[Opening Data extracts section]
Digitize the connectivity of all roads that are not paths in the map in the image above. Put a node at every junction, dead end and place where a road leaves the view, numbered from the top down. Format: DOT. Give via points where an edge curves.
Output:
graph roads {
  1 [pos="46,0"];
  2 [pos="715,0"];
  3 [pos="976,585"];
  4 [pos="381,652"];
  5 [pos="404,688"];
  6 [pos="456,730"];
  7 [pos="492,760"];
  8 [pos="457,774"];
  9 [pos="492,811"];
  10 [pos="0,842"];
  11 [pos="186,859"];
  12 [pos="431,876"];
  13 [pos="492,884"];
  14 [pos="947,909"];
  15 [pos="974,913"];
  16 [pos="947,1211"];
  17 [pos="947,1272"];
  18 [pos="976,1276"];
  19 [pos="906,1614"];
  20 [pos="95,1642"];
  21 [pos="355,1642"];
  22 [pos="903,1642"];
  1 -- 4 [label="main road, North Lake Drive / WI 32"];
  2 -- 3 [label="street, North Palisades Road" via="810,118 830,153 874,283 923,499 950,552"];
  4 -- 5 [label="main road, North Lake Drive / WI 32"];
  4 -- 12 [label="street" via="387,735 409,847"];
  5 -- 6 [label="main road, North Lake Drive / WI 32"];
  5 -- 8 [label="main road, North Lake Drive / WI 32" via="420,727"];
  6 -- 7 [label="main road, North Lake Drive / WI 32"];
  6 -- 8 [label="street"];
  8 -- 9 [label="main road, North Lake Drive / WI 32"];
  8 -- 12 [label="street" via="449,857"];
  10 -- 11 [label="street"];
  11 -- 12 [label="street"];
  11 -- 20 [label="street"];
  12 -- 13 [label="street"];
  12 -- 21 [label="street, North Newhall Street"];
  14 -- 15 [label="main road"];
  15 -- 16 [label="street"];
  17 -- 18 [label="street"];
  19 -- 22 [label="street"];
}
[Closing Data extracts section]
Problem statement »
Output each entry precisely as given.

Exercise output »
Digitize the connectivity of all roads that are not paths in the map in the image above. Put a node at every junction, dead end and place where a road leaves the view, numbered from the top down. Format: DOT. Give via points where an edge curves.
Output:
graph roads {
  1 [pos="46,0"];
  2 [pos="715,0"];
  3 [pos="976,585"];
  4 [pos="381,652"];
  5 [pos="404,688"];
  6 [pos="456,730"];
  7 [pos="492,760"];
  8 [pos="457,774"];
  9 [pos="492,811"];
  10 [pos="0,842"];
  11 [pos="186,859"];
  12 [pos="431,876"];
  13 [pos="492,884"];
  14 [pos="947,909"];
  15 [pos="974,913"];
  16 [pos="947,1211"];
  17 [pos="947,1272"];
  18 [pos="976,1276"];
  19 [pos="906,1614"];
  20 [pos="95,1642"];
  21 [pos="355,1642"];
  22 [pos="903,1642"];
  1 -- 4 [label="main road, North Lake Drive / WI 32"];
  2 -- 3 [label="street, North Palisades Road" via="810,118 830,153 874,283 923,499 950,552"];
  4 -- 5 [label="main road, North Lake Drive / WI 32"];
  4 -- 12 [label="street" via="387,735 409,847"];
  5 -- 6 [label="main road, North Lake Drive / WI 32"];
  5 -- 8 [label="main road, North Lake Drive / WI 32" via="420,727"];
  6 -- 7 [label="main road, North Lake Drive / WI 32"];
  6 -- 8 [label="street"];
  8 -- 9 [label="main road, North Lake Drive / WI 32"];
  8 -- 12 [label="street" via="449,857"];
  10 -- 11 [label="street"];
  11 -- 12 [label="street"];
  11 -- 20 [label="street"];
  12 -- 13 [label="street"];
  12 -- 21 [label="street, North Newhall Street"];
  14 -- 15 [label="main road"];
  15 -- 16 [label="street"];
  17 -- 18 [label="street"];
  19 -- 22 [label="street"];
}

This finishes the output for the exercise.